Task item: Each of the lines below must be written out exactly as shown.

(Extracted records)
+++++
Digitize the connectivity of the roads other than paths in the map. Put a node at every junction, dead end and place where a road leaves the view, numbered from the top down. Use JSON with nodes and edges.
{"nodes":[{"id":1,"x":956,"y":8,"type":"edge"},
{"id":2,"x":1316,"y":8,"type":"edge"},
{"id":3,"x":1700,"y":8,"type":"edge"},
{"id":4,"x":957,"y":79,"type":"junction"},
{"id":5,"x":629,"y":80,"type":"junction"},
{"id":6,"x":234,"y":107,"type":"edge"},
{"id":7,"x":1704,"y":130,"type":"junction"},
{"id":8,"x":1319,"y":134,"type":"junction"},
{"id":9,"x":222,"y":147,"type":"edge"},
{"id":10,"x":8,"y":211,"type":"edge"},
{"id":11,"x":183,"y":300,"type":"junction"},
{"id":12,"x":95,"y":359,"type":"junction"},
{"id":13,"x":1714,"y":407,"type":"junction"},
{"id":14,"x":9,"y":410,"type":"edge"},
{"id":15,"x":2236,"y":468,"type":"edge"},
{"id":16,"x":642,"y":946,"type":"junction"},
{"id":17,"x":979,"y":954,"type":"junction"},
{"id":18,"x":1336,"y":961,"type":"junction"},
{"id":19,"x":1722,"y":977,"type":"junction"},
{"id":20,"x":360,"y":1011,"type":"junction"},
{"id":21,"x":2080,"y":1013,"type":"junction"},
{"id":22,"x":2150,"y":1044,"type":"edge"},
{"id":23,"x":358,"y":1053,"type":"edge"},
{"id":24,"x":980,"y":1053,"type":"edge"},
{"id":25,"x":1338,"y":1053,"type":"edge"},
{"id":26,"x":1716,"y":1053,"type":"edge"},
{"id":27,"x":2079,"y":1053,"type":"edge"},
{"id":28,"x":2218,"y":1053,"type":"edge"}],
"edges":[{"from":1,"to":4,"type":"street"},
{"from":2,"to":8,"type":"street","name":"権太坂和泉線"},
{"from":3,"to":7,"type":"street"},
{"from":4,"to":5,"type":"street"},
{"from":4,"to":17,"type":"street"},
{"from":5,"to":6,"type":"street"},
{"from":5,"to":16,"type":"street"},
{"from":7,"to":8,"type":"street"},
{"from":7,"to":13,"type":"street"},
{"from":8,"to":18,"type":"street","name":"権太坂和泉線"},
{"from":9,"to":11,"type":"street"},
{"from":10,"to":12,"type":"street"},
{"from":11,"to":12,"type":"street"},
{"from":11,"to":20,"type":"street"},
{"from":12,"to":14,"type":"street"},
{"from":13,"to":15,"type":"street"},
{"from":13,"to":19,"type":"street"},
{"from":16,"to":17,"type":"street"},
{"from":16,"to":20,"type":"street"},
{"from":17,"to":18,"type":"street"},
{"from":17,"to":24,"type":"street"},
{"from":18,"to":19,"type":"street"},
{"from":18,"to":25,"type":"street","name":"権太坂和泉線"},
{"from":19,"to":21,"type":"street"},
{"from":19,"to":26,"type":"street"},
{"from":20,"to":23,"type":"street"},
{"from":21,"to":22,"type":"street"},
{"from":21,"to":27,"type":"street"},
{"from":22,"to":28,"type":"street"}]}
+++++
Solution to this exercise:
Digitize the connectivity of the roads other than paths in the map. Put a node at every junction, dead end and place where a road leaves the view, numbered from the top down. Use JSON with nodes and edges.
{"nodes":[{"id":1,"x":956,"y":8,"type":"edge"},
{"id":2,"x":1316,"y":8,"type":"edge"},
{"id":3,"x":1700,"y":8,"type":"edge"},
{"id":4,"x":957,"y":79,"type":"junction"},
{"id":5,"x":629,"y":80,"type":"junction"},
{"id":6,"x":234,"y":107,"type":"edge"},
{"id":7,"x":1704,"y":130,"type":"junction"},
{"id":8,"x":1319,"y":134,"type":"junction"},
{"id":9,"x":222,"y":147,"type":"edge"},
{"id":10,"x":8,"y":211,"type":"edge"},
{"id":11,"x":183,"y":300,"type":"junction"},
{"id":12,"x":95,"y":359,"type":"junction"},
{"id":13,"x":1714,"y":407,"type":"junction"},
{"id":14,"x":9,"y":410,"type":"edge"},
{"id":15,"x":2236,"y":468,"type":"edge"},
{"id":16,"x":642,"y":946,"type":"junction"},
{"id":17,"x":979,"y":954,"type":"junction"},
{"id":18,"x":1336,"y":961,"type":"junction"},
{"id":19,"x":1722,"y":977,"type":"junction"},
{"id":20,"x":360,"y":1011,"type":"junction"},
{"id":21,"x":2080,"y":1013,"type":"junction"},
{"id":22,"x":2150,"y":1044,"type":"edge"},
{"id":23,"x":358,"y":1053,"type":"edge"},
{"id":24,"x":980,"y":1053,"type":"edge"},
{"id":25,"x":1338,"y":1053,"type":"edge"},
{"id":26,"x":1716,"y":1053,"type":"edge"},
{"id":27,"x":2079,"y":1053,"type":"edge"},
{"id":28,"x":2218,"y":1053,"type":"edge"}],
"edges":[{"from":1,"to":4,"type":"street"},
{"from":2,"to":8,"type":"street","name":"権太坂和泉線"},
{"from":3,"to":7,"type":"street"},
{"from":4,"to":5,"type":"street"},
{"from":4,"to":17,"type":"street"},
{"from":5,"to":6,"type":"street"},
{"from":5,"to":16,"type":"street"},
{"from":7,"to":8,"type":"street"},
{"from":7,"to":13,"type":"street"},
{"from":8,"to":18,"type":"street","name":"権太坂和泉線"},
{"from":9,"to":11,"type":"street"},
{"from":10,"to":12,"type":"street"},
{"from":11,"to":12,"type":"street"},
{"from":11,"to":20,"type":"street"},
{"from":12,"to":14,"type":"street"},
{"from":13,"to":15,"type":"street"},
{"from":13,"to":19,"type":"street"},
{"from":16,"to":17,"type":"street"},
{"from":16,"to":20,"type":"street"},
{"from":17,"to":18,"type":"street"},
{"from":17,"to":24,"type":"street"},
{"from":18,"to":19,"type":"street"},
{"from":18,"to":25,"type":"street","name":"権太坂和泉線"},
{"from":19,"to":21,"type":"street"},
{"from":19,"to":26,"type":"street"},
{"from":20,"to":23,"type":"street"},
{"from":21,"to":22,"type":"street"},
{"from":21,"to":27,"type":"street"},
{"from":22,"to":28,"type":"street"}]}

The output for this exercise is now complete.